[DATA SHOWN — start]

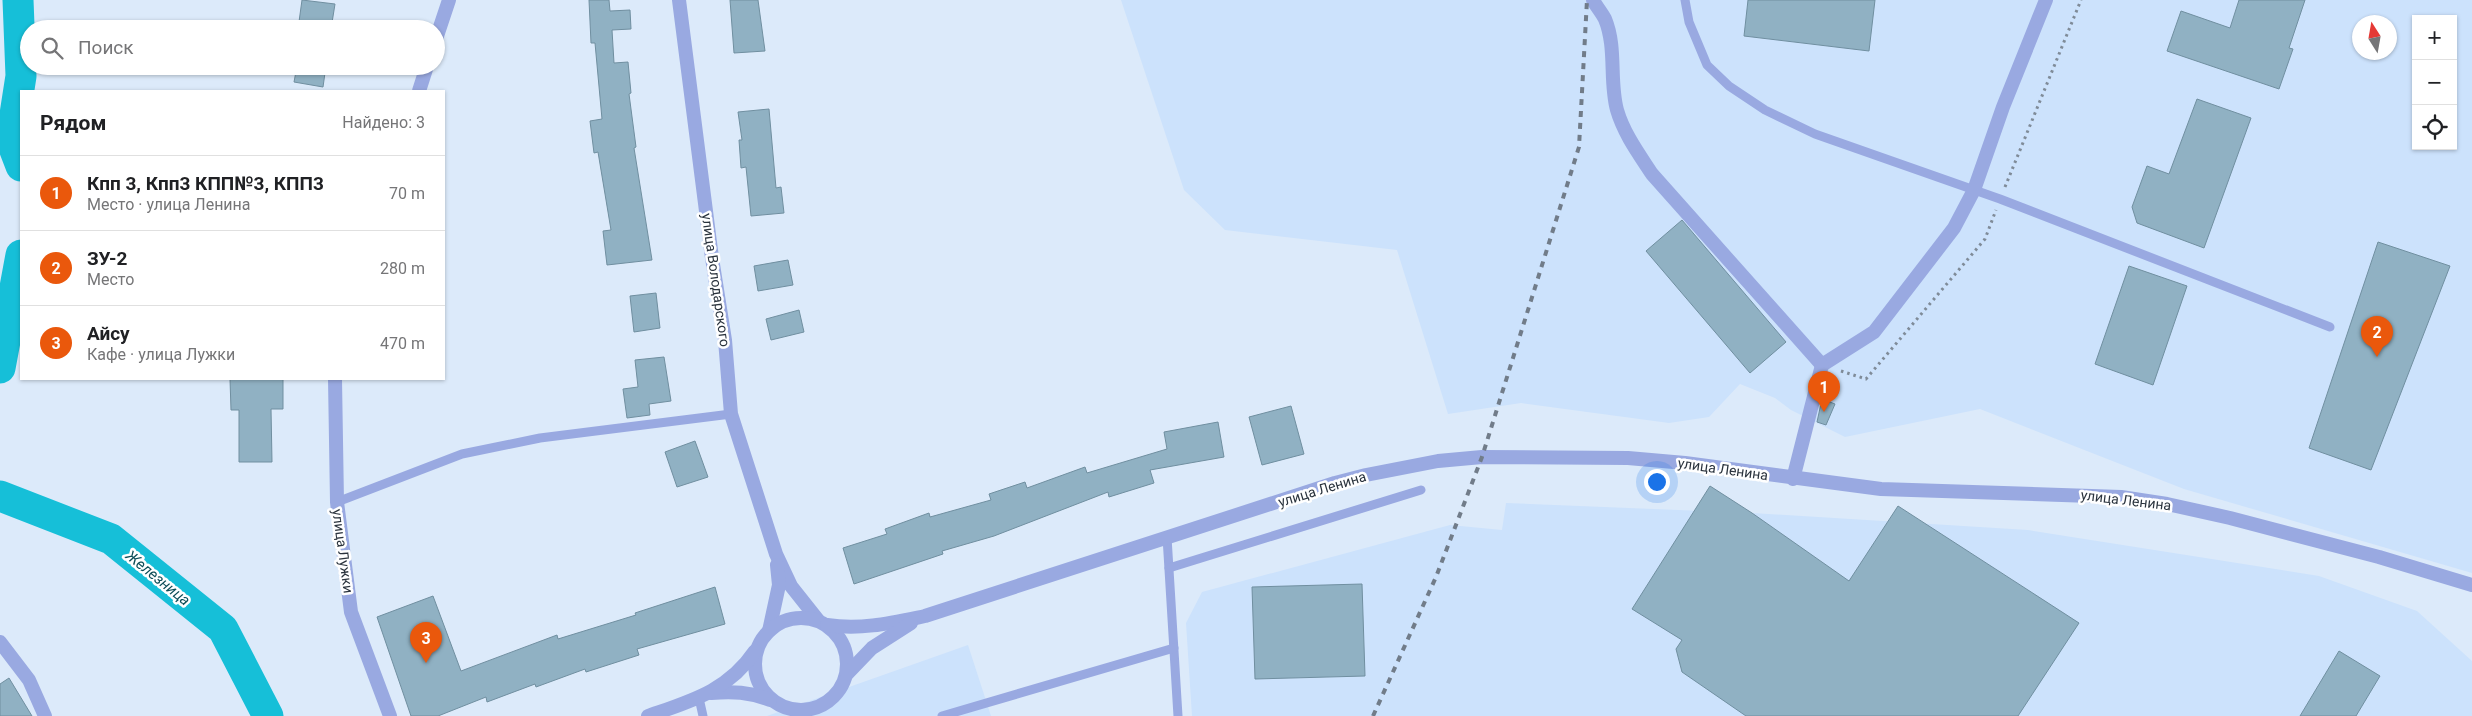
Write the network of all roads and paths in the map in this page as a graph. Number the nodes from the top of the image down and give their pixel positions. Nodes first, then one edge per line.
1 (449, 0) edge
2 (679, 0) edge
3 (1592, 0) edge
4 (1685, 0) edge
5 (2046, 0) edge
6 (442, 20) edge
7 (424, 75) edge
8 (419, 90) edge
9 (1974, 190) junction
10 (2330, 328) dead end
11 (1822, 365) junction
12 (335, 380) edge
13 (731, 414) junction
14 (1793, 479) junction
15 (1422, 490) dead end
16 (337, 502) junction
17 (1167, 538) junction
18 (776, 554) junction
19 (1169, 568) junction
20 (2472, 585) edge
21 (925, 616) junction
22 (823, 623) junction
23 (769, 631) junction
24 (0, 642) edge
25 (758, 646) junction
26 (1174, 648) junction
27 (847, 674) junction
28 (705, 695) junction
29 (774, 702) junction
30 (45, 716) edge
31 (390, 716) edge
32 (648, 716) edge
33 (704, 716) edge
34 (942, 716) edge
35 (1178, 716) edge

1 - 6 street
2 - 13 street, улица Володарского
3 - 11 street
4 - 9 lane
5 - 9 street
7 - 8 street
9 - 10 lane
9 - 11 street
11 - 14 street
12 - 16 street, улица Лужки
13 - 16 lane
13 - 18 street, улица Володарского
14 - 17 street, улица Ленина
14 - 20 street, улица Ленина
15 - 19 lane
16 - 31 street, улица Лужки
17 - 19 lane
17 - 21 street, улица Ленина
18 - 22 street
18 - 23 street
19 - 26 lane
21 - 22 street
21 - 27 street
22 - 23 street
22 - 27 street
23 - 25 street
24 - 30 street
25 - 28 street
25 - 29 street
26 - 34 lane
26 - 35 lane
27 - 29 street
28 - 29 street
28 - 32 street
28 - 33 lane

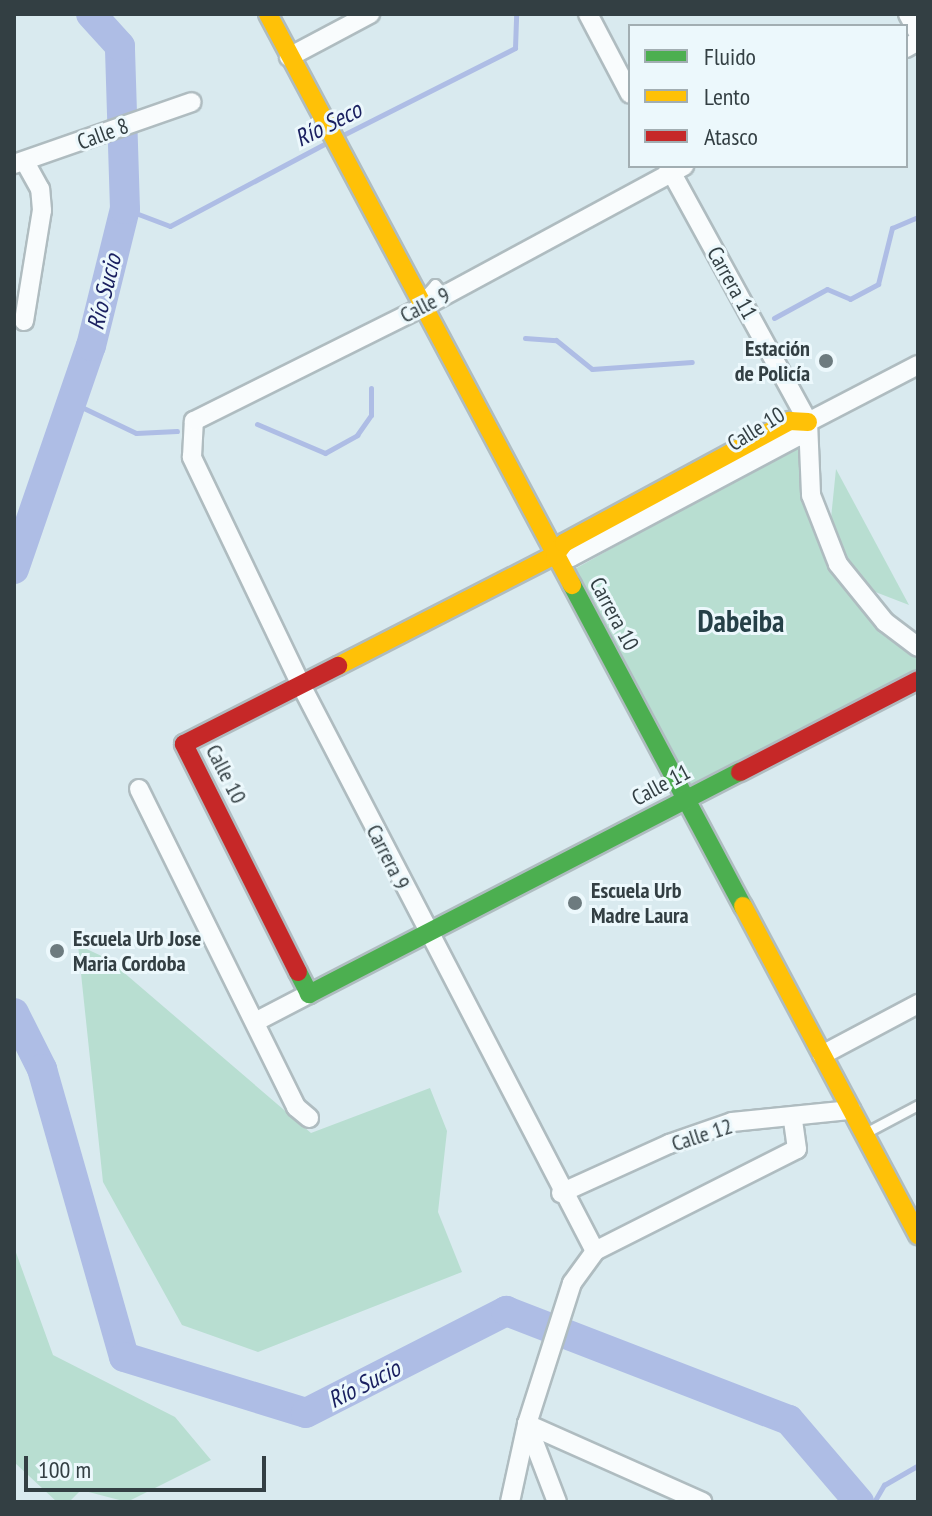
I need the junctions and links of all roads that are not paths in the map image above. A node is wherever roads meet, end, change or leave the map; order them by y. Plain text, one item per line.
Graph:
1 (268, 14) edge
2 (370, 14) edge
3 (588, 14) edge
4 (908, 14) edge
5 (918, 33) edge
6 (289, 57) junction
7 (628, 90) edge
8 (192, 102) dead end
9 (20, 163) edge
10 (674, 168) edge
11 (421, 304) junction
12 (24, 321) dead end
13 (918, 365) edge
14 (808, 422) junction
15 (192, 457) joint
16 (555, 555) junction
17 (918, 647) edge
18 (918, 680) edge
19 (301, 685) junction
20 (139, 789) dead end
21 (685, 799) junction
22 (428, 936) junction
23 (309, 994) junction
24 (918, 1004) edge
25 (257, 1021) junction
26 (822, 1055) junction
27 (918, 1105) edge
28 (851, 1110) junction
29 (309, 1118) dead end
30 (793, 1119) junction
31 (864, 1134) junction
32 (561, 1193) junction
33 (918, 1235) edge
34 (595, 1251) junction
35 (527, 1424) junction
36 (677, 1496) edge
37 (510, 1502) edge
38 (557, 1502) edge
39 (702, 1502) edge

1 - 6 street, Carrera 10
2 - 6 street
3 - 7 street
4 - 5 street
6 - 11 street, Carrera 10
8 - 9 street, Calle 8
9 - 12 street
10 - 11 street, Calle 9
10 - 14 street, Carrera 11
11 - 15 street, Calle 9
11 - 16 street, Carrera 10
13 - 14 street, Calle 10
14 - 16 street, Calle 10
14 - 17 street, Carrera 11
15 - 19 street, Carrera 9
16 - 19 street, Calle 10
16 - 21 street, Carrera 10
18 - 21 street, Calle 11
19 - 22 street, Carrera 9
19 - 23 street, Calle 10
20 - 25 street
21 - 22 street, Calle 11
21 - 26 street, Carrera 10
22 - 23 street
22 - 32 street, Carrera 9
23 - 25 street
24 - 26 street
25 - 29 street
26 - 28 street, Carrera 10
27 - 31 lane
28 - 30 street, Calle 12
28 - 31 street, Carrera 10
30 - 32 street, Calle 12
30 - 34 street
31 - 33 street, Carrera 10
32 - 34 street, Carrera 9
34 - 35 street
35 - 36 street
35 - 37 street
35 - 38 street
36 - 39 street

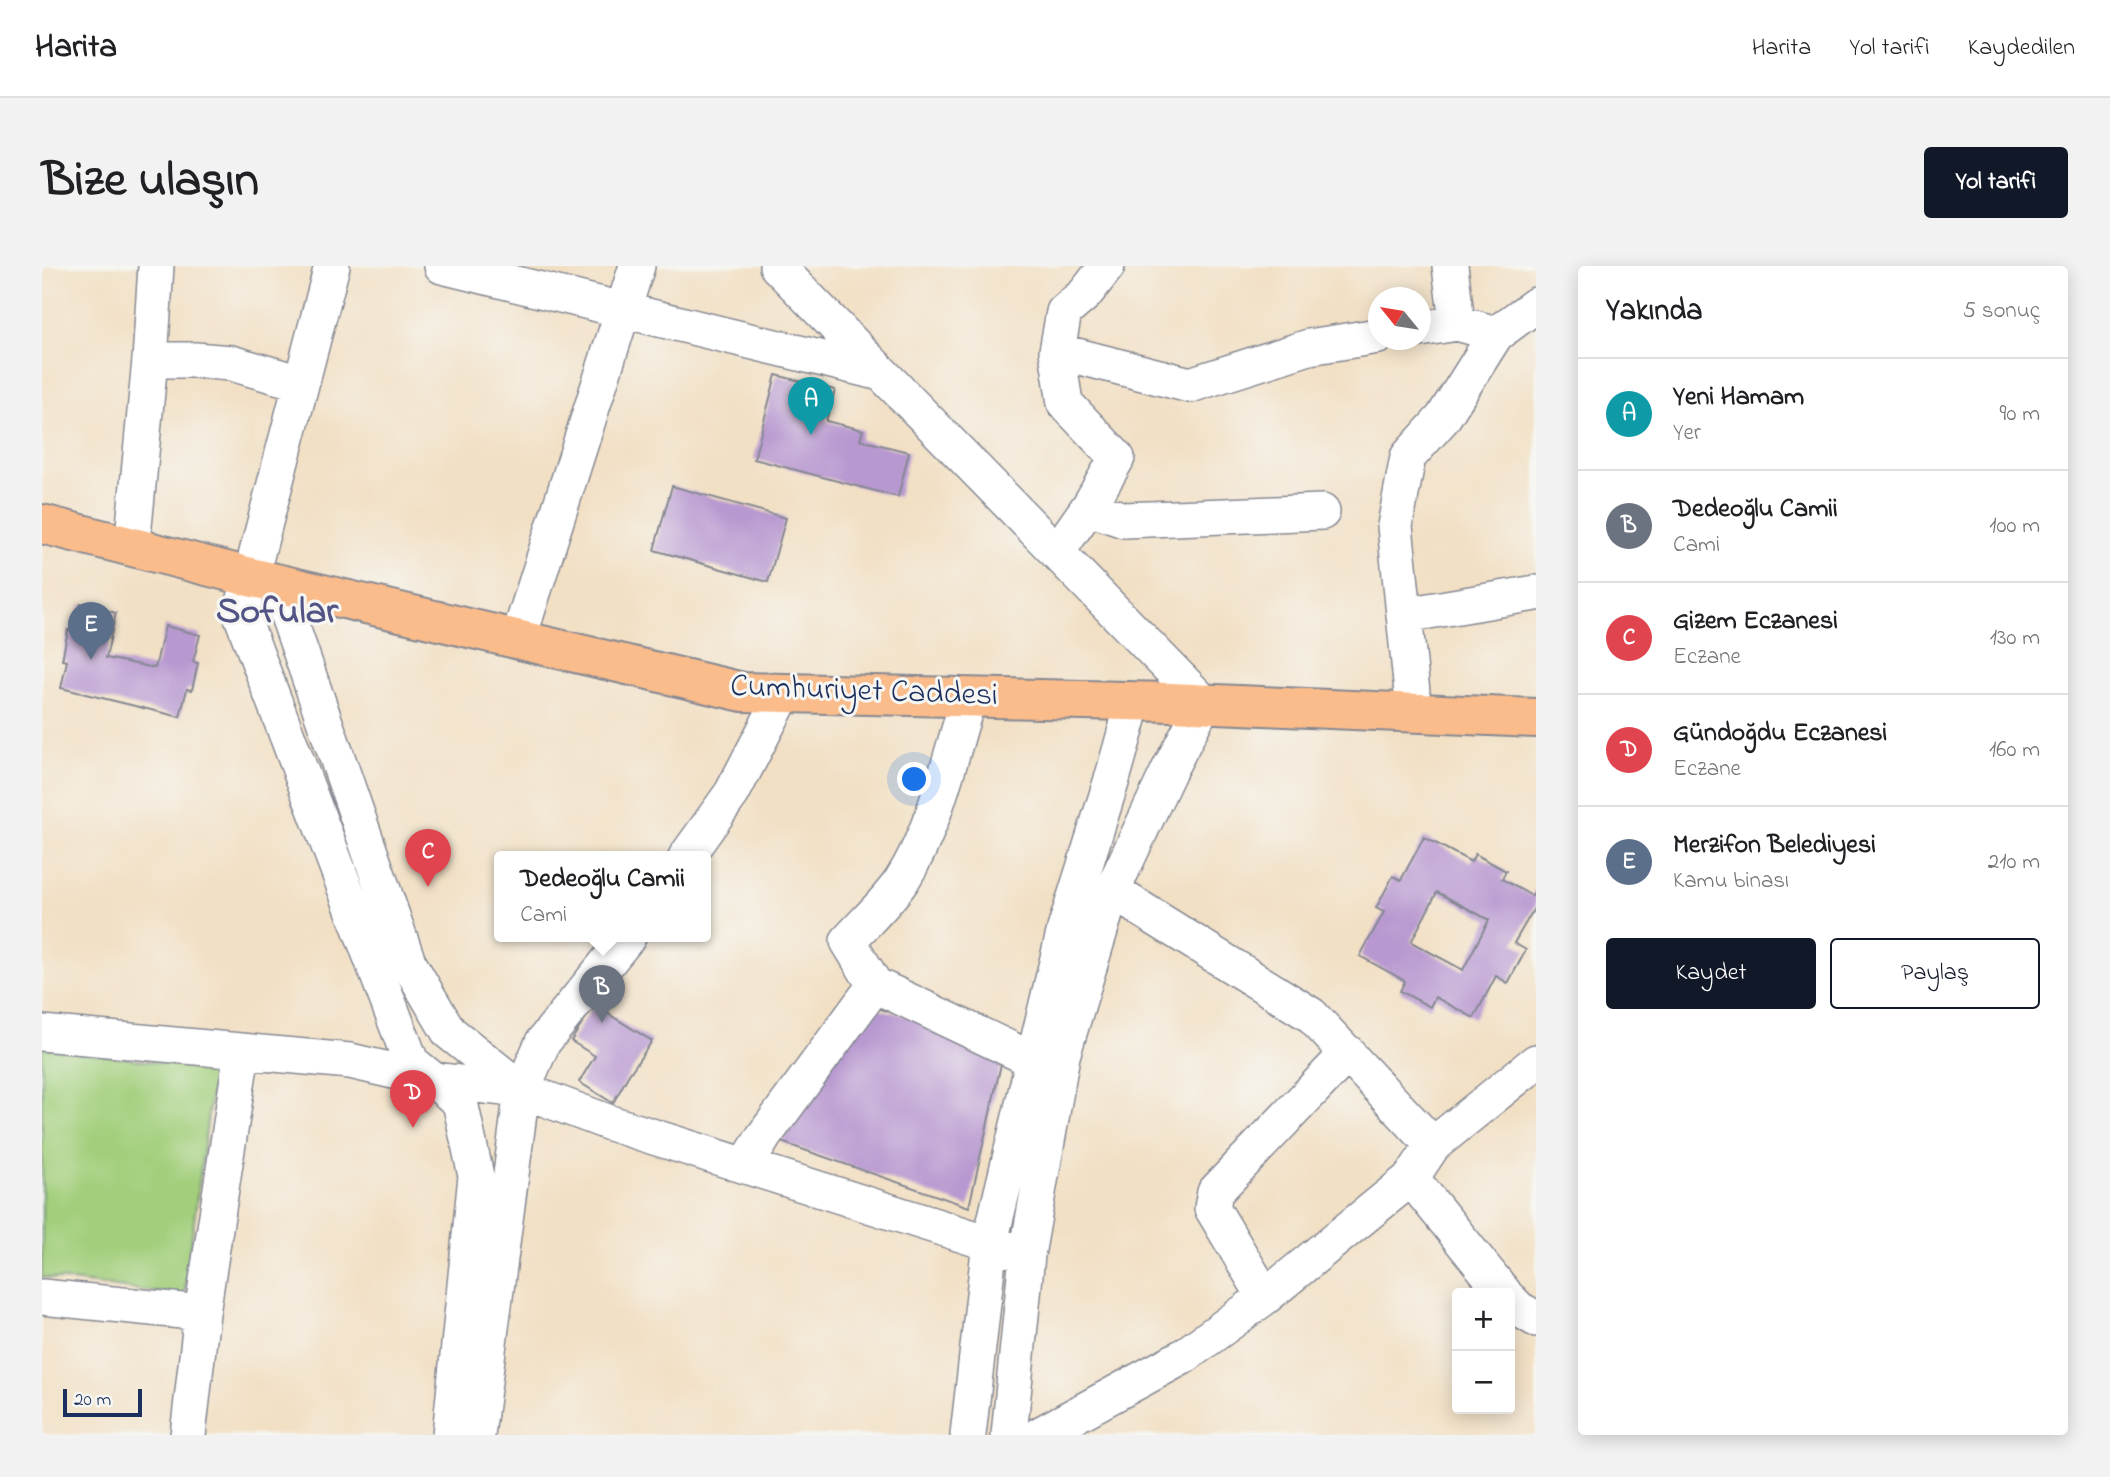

[DATA SHOWN — finish]

WORK INSTRUCTION ▸ Excluding all images, transcribe the material word for word.

WRITTEN ANSWER ▸
Write the network of all roads and paths in the map in this page as a graph. Number the nodes from the top of the image down and give their pixel positions. Nodes first, then one edge per line.
1 (449, 0) edge
2 (679, 0) edge
3 (1592, 0) edge
4 (1685, 0) edge
5 (2046, 0) edge
6 (442, 20) edge
7 (424, 75) edge
8 (419, 90) edge
9 (1974, 190) junction
10 (2330, 328) dead end
11 (1822, 365) junction
12 (335, 380) edge
13 (731, 414) junction
14 (1793, 479) junction
15 (1422, 490) dead end
16 (337, 502) junction
17 (1167, 538) junction
18 (776, 554) junction
19 (1169, 568) junction
20 (2472, 585) edge
21 (925, 616) junction
22 (823, 623) junction
23 (769, 631) junction
24 (0, 642) edge
25 (758, 646) junction
26 (1174, 648) junction
27 (847, 674) junction
28 (705, 695) junction
29 (774, 702) junction
30 (45, 716) edge
31 (390, 716) edge
32 (648, 716) edge
33 (704, 716) edge
34 (942, 716) edge
35 (1178, 716) edge

1 - 6 street
2 - 13 street, улица Володарского
3 - 11 street
4 - 9 lane
5 - 9 street
7 - 8 street
9 - 10 lane
9 - 11 street
11 - 14 street
12 - 16 street, улица Лужки
13 - 16 lane
13 - 18 street, улица Володарского
14 - 17 street, улица Ленина
14 - 20 street, улица Ленина
15 - 19 lane
16 - 31 street, улица Лужки
17 - 19 lane
17 - 21 street, улица Ленина
18 - 22 street
18 - 23 street
19 - 26 lane
21 - 22 street
21 - 27 street
22 - 23 street
22 - 27 street
23 - 25 street
24 - 30 street
25 - 28 street
25 - 29 street
26 - 34 lane
26 - 35 lane
27 - 29 street
28 - 29 street
28 - 32 street
28 - 33 lane

I need the junctions and links of all roads that are not paths in the map image above. A node is wherever roads meet, end, change or leave the map; order them by y. Plain text, one item per line.
Graph:
1 (268, 14) edge
2 (370, 14) edge
3 (588, 14) edge
4 (908, 14) edge
5 (918, 33) edge
6 (289, 57) junction
7 (628, 90) edge
8 (192, 102) dead end
9 (20, 163) edge
10 (674, 168) edge
11 (421, 304) junction
12 (24, 321) dead end
13 (918, 365) edge
14 (808, 422) junction
15 (192, 457) joint
16 (555, 555) junction
17 (918, 647) edge
18 (918, 680) edge
19 (301, 685) junction
20 (139, 789) dead end
21 (685, 799) junction
22 (428, 936) junction
23 (309, 994) junction
24 (918, 1004) edge
25 (257, 1021) junction
26 (822, 1055) junction
27 (918, 1105) edge
28 (851, 1110) junction
29 (309, 1118) dead end
30 (793, 1119) junction
31 (864, 1134) junction
32 (561, 1193) junction
33 (918, 1235) edge
34 (595, 1251) junction
35 (527, 1424) junction
36 (677, 1496) edge
37 (510, 1502) edge
38 (557, 1502) edge
39 (702, 1502) edge

1 - 6 street, Carrera 10
2 - 6 street
3 - 7 street
4 - 5 street
6 - 11 street, Carrera 10
8 - 9 street, Calle 8
9 - 12 street
10 - 11 street, Calle 9
10 - 14 street, Carrera 11
11 - 15 street, Calle 9
11 - 16 street, Carrera 10
13 - 14 street, Calle 10
14 - 16 street, Calle 10
14 - 17 street, Carrera 11
15 - 19 street, Carrera 9
16 - 19 street, Calle 10
16 - 21 street, Carrera 10
18 - 21 street, Calle 11
19 - 22 street, Carrera 9
19 - 23 street, Calle 10
20 - 25 street
21 - 22 street, Calle 11
21 - 26 street, Carrera 10
22 - 23 street
22 - 32 street, Carrera 9
23 - 25 street
24 - 26 street
25 - 29 street
26 - 28 street, Carrera 10
27 - 31 lane
28 - 30 street, Calle 12
28 - 31 street, Carrera 10
30 - 32 street, Calle 12
30 - 34 street
31 - 33 street, Carrera 10
32 - 34 street, Carrera 9
34 - 35 street
35 - 36 street
35 - 37 street
35 - 38 street
36 - 39 street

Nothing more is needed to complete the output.